Showing posts with label wecken. Show all posts
Showing posts with label wecken. Show all posts

Friday, April 16, 2010

Everyday Bread #8



While playing with Wecken, I perused a German website, looking for help.  What I found instead was an excellent site with tons of interesting German style breads to try.  While looking for Brötchen, I came across a recipe for Die schnellsten Brötchen der Welt.  I ran the recipe through Google Translate (with a little help from another online German-English dictionary, dict.cc that I regularly use), and tried it out today.

World's Fastest Buns  (Translated from the German Website, chefkoch)

  • 1 cube Yeast (this is the "Fresh Compressed/Cake Yeast", but you can substitute 1 pkg of Active Dry Yeast, or 2 1/4 tsp)
  • 1 tbsp Honey
  • 600 ml Water
  • 1 tbsp Salt
  • 1 kg Flour
Mix yeast with honey ('vermatschen': intermesh it, squish it together, mash it up?)
Pour in water, sprinkle the salt,
Stir in the flour gradually.
Shape into buns.
Place on sheet.
Bake 200 degrees C, 25-30 min.

This recipe makes enough buns for a baking sheet.
You can also use it for pizza dough, then it makes 2 baking sheets.
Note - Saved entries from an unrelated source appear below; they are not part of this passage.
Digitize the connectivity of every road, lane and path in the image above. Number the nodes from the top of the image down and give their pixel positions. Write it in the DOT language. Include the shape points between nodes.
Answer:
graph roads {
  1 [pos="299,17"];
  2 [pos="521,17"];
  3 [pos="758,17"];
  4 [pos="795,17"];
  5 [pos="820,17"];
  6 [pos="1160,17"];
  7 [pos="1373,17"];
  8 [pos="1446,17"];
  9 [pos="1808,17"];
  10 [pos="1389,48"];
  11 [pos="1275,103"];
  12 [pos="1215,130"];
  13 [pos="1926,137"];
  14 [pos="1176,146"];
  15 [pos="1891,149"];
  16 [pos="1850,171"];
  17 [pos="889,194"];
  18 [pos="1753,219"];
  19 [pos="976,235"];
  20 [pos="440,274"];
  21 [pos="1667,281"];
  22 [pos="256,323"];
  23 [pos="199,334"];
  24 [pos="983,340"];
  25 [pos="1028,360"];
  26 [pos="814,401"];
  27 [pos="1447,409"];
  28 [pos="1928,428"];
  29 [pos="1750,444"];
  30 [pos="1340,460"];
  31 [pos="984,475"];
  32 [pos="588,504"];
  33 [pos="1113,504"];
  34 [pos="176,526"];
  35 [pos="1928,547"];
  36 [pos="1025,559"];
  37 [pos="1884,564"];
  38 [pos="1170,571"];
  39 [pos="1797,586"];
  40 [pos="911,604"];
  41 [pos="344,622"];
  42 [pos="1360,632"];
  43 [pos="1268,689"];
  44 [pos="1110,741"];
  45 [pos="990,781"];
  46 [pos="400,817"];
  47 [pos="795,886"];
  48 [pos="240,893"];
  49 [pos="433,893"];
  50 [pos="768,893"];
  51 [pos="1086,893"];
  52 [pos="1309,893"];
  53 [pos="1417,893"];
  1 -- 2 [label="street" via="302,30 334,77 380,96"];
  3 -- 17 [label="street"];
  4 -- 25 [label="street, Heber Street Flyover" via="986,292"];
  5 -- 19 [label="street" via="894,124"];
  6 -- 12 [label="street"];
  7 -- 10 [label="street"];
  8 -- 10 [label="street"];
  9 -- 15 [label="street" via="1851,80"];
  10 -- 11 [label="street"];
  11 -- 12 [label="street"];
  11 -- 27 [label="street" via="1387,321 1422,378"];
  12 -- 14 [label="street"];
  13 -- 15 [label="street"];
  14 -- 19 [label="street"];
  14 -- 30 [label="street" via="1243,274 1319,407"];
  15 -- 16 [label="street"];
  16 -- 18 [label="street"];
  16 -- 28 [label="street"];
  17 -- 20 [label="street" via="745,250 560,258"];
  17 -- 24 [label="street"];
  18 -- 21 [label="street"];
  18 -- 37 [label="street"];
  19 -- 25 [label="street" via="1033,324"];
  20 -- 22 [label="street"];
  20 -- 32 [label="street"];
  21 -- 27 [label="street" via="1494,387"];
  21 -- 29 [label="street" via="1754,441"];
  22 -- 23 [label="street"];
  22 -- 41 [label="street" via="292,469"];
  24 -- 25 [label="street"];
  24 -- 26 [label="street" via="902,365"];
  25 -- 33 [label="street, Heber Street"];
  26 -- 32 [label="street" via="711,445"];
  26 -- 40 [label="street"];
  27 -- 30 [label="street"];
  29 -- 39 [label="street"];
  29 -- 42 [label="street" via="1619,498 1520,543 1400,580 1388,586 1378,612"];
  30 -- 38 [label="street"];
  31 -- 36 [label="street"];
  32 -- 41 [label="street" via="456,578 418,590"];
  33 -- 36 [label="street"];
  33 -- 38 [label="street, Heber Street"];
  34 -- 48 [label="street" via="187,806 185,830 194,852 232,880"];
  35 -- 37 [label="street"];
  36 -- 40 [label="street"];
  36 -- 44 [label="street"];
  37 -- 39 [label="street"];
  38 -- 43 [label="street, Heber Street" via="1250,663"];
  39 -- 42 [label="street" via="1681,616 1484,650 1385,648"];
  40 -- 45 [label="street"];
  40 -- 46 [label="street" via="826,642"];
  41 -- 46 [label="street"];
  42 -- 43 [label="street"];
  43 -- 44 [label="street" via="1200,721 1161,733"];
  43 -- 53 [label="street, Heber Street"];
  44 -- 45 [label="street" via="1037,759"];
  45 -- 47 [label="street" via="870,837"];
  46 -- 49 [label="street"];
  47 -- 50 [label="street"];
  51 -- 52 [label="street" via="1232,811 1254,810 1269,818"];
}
Apparently, that is all that is done.  There is no waiting for the yeast to froth, no rising stage, no proofing stage, no pre-heating of the oven;  I looked through a few of the (translated) comments of the various people to see what problems might have occurred.
A few people have advised, put moisture in the oven; some have spritzed it on the dough, some have brushed on milk or water.  Some have used milk instead of water.  Some have let it sit in a bowl before baking, and some have proofed for a longer time.  Some have found the second batch (in a preheated oven) rise nicer.

Some have advised scoring the buns in a cross, with a knife dipped in water.
Some have advised making the dough into a roll, so that it is not just a lump, otherwise you might get too much air like at the baker.  Many of the ones who tried it used seeds (sunflower, pumpkin, sesame, poppy) on top.  A very few thought the buns needed to proof 30 minutes before entering the oven.  Some preheated the oven.  Quite a number wanted to use Whole Wheat Flour; one suggested using 50:50 whole wheat and spelt.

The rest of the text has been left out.